文学とは「外れ」を描写するものであるが、その「外れ」が普遍に収斂していなくては結局は読むに耐えない。このへん誤解していて、やれ浮気をしただ麻薬をやっただと書けた文学になると思ってる手合いが(まさかと思うかもしれないが)ごまんといるが、真実というのは残酷で衝撃的である反面、ものすごく陳腐であきれるほど常識的なものでもあるのだ。たとえば、「人間は優しくて思いやりのあるのが一番」とか、「戦争はよくない」とか、「モラルを守ったほうが結局は自分のためになる」とか。1000人をくだらない相手と共演したというAV女優が、「好きな人と正常位でするのがいちばん気持ちがいい」と言ったそうである。この平凡さが真実の苛酷さであるだろう。「好きな人」を一生の間に見つけられるやつは稀である。
真実が陳腐なものだとして、それを短歌に反映させるとき、その言葉の選びが陳腐であっていいわけではない。「孫がかわいい」からといって、他人から見ればいもむし同然な薄汚い餓鬼が這っただの立っただの言って感動が呼べるわけがない。
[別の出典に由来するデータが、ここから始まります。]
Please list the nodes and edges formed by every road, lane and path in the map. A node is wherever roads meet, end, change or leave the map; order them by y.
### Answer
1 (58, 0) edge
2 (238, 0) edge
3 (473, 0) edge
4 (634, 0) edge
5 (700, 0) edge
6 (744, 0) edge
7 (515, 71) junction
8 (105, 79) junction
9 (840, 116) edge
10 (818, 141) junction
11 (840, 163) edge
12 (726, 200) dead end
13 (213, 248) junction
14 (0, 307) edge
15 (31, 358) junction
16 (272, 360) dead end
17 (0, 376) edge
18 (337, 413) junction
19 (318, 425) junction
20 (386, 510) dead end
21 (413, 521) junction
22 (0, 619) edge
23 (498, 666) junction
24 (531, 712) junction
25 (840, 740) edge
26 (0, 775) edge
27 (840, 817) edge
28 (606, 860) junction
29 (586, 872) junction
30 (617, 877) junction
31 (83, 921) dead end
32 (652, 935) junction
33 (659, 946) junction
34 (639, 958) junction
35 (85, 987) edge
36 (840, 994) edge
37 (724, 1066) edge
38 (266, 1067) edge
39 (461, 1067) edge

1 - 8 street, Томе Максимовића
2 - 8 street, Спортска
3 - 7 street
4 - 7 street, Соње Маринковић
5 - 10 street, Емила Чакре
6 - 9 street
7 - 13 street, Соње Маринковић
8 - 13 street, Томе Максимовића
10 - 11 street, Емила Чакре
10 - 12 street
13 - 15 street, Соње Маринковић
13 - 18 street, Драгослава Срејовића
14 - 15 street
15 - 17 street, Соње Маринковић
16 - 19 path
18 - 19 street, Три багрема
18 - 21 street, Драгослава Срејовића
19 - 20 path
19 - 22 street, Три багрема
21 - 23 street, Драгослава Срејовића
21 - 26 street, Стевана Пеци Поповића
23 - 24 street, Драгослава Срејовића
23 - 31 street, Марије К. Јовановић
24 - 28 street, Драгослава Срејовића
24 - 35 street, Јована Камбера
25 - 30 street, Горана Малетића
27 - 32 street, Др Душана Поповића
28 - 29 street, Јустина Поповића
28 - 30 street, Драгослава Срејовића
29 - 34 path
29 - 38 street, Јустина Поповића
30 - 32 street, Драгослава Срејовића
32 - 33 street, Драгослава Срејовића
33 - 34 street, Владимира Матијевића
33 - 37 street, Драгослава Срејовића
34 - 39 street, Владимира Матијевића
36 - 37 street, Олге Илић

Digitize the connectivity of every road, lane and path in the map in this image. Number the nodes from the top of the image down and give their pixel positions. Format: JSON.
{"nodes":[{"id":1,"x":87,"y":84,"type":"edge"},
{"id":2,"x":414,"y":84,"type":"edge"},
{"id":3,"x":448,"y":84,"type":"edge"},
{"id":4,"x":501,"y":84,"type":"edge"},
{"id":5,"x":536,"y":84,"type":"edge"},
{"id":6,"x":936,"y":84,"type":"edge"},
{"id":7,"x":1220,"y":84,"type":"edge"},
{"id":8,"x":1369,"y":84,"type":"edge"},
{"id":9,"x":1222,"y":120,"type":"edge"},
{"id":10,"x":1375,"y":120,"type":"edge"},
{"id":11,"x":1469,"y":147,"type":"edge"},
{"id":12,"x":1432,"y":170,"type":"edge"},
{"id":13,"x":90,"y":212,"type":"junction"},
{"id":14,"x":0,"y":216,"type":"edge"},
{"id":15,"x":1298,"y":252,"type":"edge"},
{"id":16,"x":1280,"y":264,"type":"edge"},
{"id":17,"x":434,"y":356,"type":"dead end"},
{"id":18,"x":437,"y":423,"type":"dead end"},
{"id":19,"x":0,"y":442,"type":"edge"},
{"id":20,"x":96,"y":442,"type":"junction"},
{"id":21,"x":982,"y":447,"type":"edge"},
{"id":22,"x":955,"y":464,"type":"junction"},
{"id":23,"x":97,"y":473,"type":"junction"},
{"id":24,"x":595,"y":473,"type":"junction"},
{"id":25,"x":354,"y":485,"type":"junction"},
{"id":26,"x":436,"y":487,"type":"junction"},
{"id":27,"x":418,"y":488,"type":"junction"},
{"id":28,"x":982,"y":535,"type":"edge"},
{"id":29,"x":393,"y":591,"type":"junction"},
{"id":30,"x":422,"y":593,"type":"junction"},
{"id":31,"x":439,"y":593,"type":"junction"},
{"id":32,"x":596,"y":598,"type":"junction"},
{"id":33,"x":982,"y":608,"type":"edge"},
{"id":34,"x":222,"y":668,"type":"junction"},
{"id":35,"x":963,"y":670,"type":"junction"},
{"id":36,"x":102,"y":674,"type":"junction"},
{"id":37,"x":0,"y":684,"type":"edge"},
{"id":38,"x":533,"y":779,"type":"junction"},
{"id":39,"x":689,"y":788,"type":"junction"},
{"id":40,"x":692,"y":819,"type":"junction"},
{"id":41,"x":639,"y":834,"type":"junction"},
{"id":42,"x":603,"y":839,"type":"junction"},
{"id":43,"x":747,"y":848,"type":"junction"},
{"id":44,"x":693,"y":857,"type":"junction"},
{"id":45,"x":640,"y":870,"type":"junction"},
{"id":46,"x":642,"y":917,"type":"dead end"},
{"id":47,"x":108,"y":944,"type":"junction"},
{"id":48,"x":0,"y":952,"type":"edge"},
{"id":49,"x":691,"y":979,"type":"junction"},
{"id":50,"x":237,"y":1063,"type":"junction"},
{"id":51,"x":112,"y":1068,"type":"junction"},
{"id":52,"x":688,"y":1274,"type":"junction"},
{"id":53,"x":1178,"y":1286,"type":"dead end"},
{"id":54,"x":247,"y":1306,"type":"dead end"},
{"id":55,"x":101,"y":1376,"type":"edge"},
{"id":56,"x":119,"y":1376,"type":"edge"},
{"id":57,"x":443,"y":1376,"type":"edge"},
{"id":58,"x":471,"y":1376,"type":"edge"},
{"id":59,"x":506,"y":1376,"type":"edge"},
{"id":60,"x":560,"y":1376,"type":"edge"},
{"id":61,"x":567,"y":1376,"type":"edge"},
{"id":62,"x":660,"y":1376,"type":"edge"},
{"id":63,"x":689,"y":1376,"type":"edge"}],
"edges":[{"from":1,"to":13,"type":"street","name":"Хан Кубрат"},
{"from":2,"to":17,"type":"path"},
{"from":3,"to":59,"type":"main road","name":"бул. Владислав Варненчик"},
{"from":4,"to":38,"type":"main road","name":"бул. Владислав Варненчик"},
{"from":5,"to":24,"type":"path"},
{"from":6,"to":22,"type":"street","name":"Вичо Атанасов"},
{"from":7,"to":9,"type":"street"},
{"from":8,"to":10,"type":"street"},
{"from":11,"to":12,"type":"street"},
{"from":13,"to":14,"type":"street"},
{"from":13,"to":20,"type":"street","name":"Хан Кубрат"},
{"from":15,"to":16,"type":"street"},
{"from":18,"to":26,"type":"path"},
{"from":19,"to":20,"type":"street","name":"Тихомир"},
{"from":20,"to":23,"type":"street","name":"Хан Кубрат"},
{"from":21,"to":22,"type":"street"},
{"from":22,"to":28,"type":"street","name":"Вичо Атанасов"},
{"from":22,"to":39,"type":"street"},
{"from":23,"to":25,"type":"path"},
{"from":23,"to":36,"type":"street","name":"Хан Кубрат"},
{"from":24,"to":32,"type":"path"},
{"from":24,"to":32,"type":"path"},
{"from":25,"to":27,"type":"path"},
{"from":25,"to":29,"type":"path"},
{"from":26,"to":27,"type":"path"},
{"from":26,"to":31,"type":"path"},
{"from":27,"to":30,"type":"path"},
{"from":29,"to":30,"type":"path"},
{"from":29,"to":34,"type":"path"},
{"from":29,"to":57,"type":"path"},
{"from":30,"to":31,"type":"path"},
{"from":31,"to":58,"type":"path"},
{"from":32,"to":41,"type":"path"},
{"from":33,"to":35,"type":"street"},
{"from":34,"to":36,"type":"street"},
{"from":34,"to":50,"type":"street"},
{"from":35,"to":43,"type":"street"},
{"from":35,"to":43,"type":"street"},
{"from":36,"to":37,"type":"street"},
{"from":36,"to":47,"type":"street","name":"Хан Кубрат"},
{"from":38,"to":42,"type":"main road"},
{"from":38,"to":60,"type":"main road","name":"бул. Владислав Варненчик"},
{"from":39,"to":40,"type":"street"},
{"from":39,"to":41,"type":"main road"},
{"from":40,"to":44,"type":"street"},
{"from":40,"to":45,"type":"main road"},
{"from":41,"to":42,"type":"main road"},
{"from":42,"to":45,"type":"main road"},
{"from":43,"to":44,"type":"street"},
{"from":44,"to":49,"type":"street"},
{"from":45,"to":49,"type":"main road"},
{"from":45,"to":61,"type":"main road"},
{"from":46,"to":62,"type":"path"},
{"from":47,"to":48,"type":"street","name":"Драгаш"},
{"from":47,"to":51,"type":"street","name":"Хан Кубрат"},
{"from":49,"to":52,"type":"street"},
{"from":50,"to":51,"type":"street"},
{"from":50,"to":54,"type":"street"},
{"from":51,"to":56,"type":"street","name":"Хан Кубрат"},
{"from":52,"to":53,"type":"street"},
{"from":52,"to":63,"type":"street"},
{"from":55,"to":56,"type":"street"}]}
捕獲さるる度に誰かが引き取りて四丁目にゐた「あか」といふ犬 酒井久美子
この歌は、平凡な内容を、平凡な言葉だけで非凡に表現した、秀歌中の秀歌である。共同体へのノスタルジーとそれへの賛嘆の念、文明が進んだがゆえの野犬狩りと、それゆえに存在しえた人々のやさしさが、ここまでストレートに、優しさと酷薄さをこめて詠われうることが驚きである。僕は、これこそ21世紀に残すべき秀歌だとまじに思う。「孫がかわいい」も結構だ。「家族が大切」も結構だ。なぜならそれは真実だからである。しかし、それを短歌なり、ほかの表現なりに反映させ、人の共感を得るためには、人生を知ってしまったがゆえの痛みをもそこに込めなくてはならない。基本的には、オマエの孫、オマエの家族なんぞだれも興味がないし、「ああまたか」と思うだけである。それは、陳腐な感情に溺れてはやってられない人間のシニカルさの鎧だろう。それを突き破るためには、アイロニーという槍が不可欠なのだ。短歌というのは、シニカルさの鎧を突き破るのにもっとも適した文学である。この僕がたとえば、子や妻を亡くした歌に胸ふたがれるというのはただごとではない。新聞の投書欄とかで読めば、「オマエの家族のことなんぞどうでもよろしい」としか思わないのに。
とにかく、甘ったるい歌が多すぎる。自分をアイロニカルに見る視点が欠けているのだ。酒井さんの歌がせつないのは、結局は誰も、この「あか」の保護者たることを本当には引き受けなかった、結局は保健所と近代化をすすめる国家の、庶民レベルでの加担者であったことへの自覚と痛みが感じられるからだ。もしもこの内容をいま散文で発表したら、「どうしてその犬をちゃんと保護して予防注射を受けさせて誰はばかることない飼い犬にしなかったのだ」という近代的で文明的な非難が浴びせられることであろう。しかし、そのようなお利口でくそ面白くもない正論にもまさる詩の力、それが不思議なことに三十一音という短い詩形のなかにあるのだ。僕は、この酒井さんの歌を何度読んでも飽きることはない。
短歌とは、素晴らしい文学だ。文学はすばらしいが、それにひきかえ、それを担うべき歌人は………。